Indian children from broken homes feel the difference

June 13th, 2009 - 12:32 pm ICT by IANS  

New Delhi, June 13 (IANS) Like everyone they too have childhood memories, but with a difference - one of their parents was always missing. They are the children of broken homes in a country that takes pride in the joint family system.
“I can say that in my 25 years of life, I have the experience of a 50-year-old man because I had a difficult childhood. I became mature much before my age,” Utkarsh Lodha, an event manager, told IANS.

Lodha said he doesn’t understand the importance of a mother in his life because his parents separated when he was just five years old. “I still don’t know the importance of a mother in my life because I never had one,” Lodha said.

“My dad has given me loads of love and has taken proper care of me and supported me, but somehow I feel that he has failed to understand me. The void still lingers on.”

Most parts of India still largely adhere to the joint family system, but urban areas have seen a shift towards nuclear families. Changing lifestyles have also meant a rise in divorce cases. According to the Delhi district courts website, on an average 10,000 divorce cases are filed every year in the Indian capital.

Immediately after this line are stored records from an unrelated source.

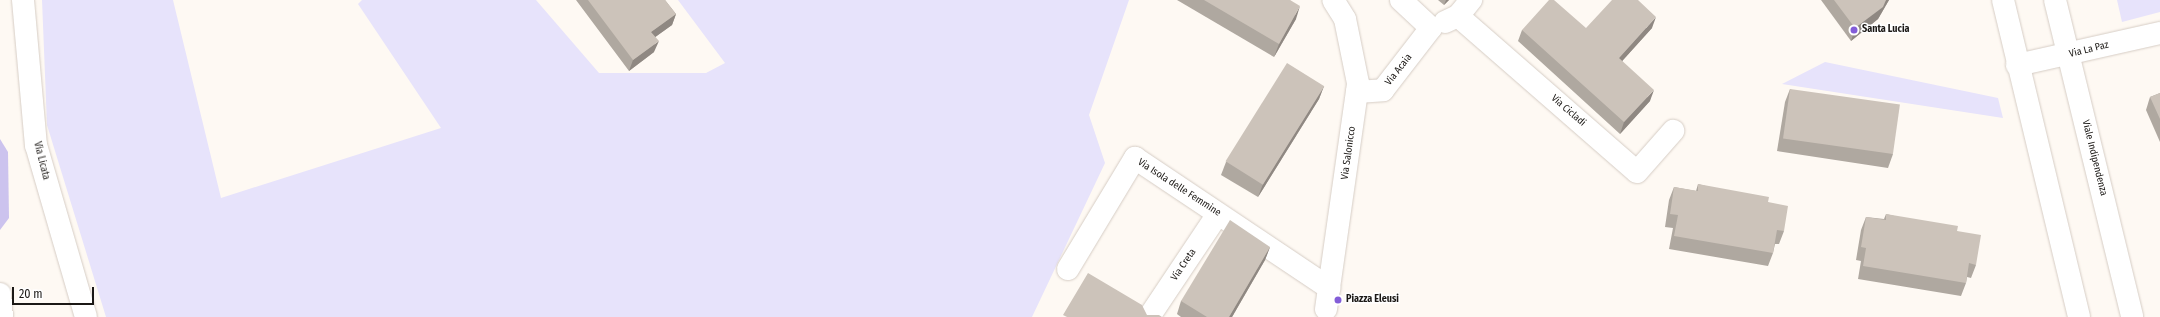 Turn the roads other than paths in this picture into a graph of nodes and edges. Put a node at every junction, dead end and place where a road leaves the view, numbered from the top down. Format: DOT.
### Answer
graph roads {
  1 [pos="23,0"];
  2 [pos="1333,0"];
  3 [pos="1401,0"];
  4 [pos="2004,0"];
  5 [pos="2055,0"];
  6 [pos="1465,8"];
  7 [pos="1430,28"];
  8 [pos="2160,33"];
  9 [pos="2069,55"];
  10 [pos="2017,65"];
  11 [pos="1357,92"];
  12 [pos="1673,131"];
  13 [pos="1218,214"];
  14 [pos="1068,269"];
  15 [pos="1329,288"];
  16 [pos="0,294"];
  17 [pos="1325,314"];
  18 [pos="2,317"];
  19 [pos="86,317"];
  20 [pos="1149,317"];
  21 [pos="2079,317"];
  22 [pos="2132,317"];
  1 -- 19 [label="street, Via Licata"];
  2 -- 11 [label="street, Via Salonicco"];
  3 -- 7 [label="street"];
  4 -- 10 [label="street"];
  5 -- 9 [label="street, Viale Indipendenza"];
  6 -- 7 [label="street, Via Acaia"];
  6 -- 12 [label="street, Via Cicladi"];
  7 -- 11 [label="street, Via Acaia"];
  8 -- 9 [label="street, Via La Paz"];
  9 -- 10 [label="street, Via La Paz"];
  9 -- 22 [label="street, Viale Indipendenza"];
  10 -- 21 [label="street"];
  11 -- 15 [label="street, Via Salonicco"];
  13 -- 14 [label="street, Via Isola delle Femmine"];
  13 -- 15 [label="street, Via Isola delle Femmine"];
  13 -- 20 [label="street, Via Creta"];
  15 -- 17 [label="street, Via Salonicco"];
  16 -- 18 [label="street"];
}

Prachi Priyadarshini, 22, said you miss something in your life only when you have experienced its presence in your life.

“To be very frank, I don’t miss my father because he was never there. My parents had separated before my birth, hence there was no question of missing something that I never had,” said Priyadarshini, a college student.

“Yes, there was a time when I was in Class 3, my classmates bombarded me with questions related to my father. That day I came back home crying. But that was the last day because after that my mother very slowly explained everything to me. Since then I have become more responsible,” she added.

According to Samir Parikh, consultant psychiatrist at Max Healthcare in New Delhi, for those children whose parents separated when they were very young, the impact is minimum because they don’t feel any attachment for the missing parent.

“Attachments happen when you are close to someone, but in their case they don’t have attachment with the other parents because they have never lived with them. So they do feel a void, but it just happens sometimes, otherwise they are happy-go-lucky people,”Parikh told IANS.

“In other cases, things are different. In those cases, the impact of separation is gauged by various factors like their age, their relationship with their parents or how much they used to communicate with them. In this case, only if individual relationships are maintained, a child can cope up well, otherwise things can go berserk,” he added.

Dheere Likhi, 22, who lives with her mother as her parents separated when she was just one-and-a-half years old, recollects: “I have always felt there was some part missing in my life - little things like riding a cycle with my father or going out on a vacation with my family.

“Also when you have just one person earning in your family, especially your mother, sometimes things become very difficult to manage.”

Though the void these children feel lingers on, 21-year-old Pooja Singh says she always felt that her mother missed out on the company of a man in her life.

“I never missed my father and never felt that he was not there because in my family I had father figures who took care of me and looked after my needs. But it was my mother who missed out the most and I really feel she should have a companion,” Singh told IANS over phone from Chandigarh.

All these people will pour their hearts out on the television show, “Zindagi Live”, to be aired on IBN 7 Sunday at 8 p.m.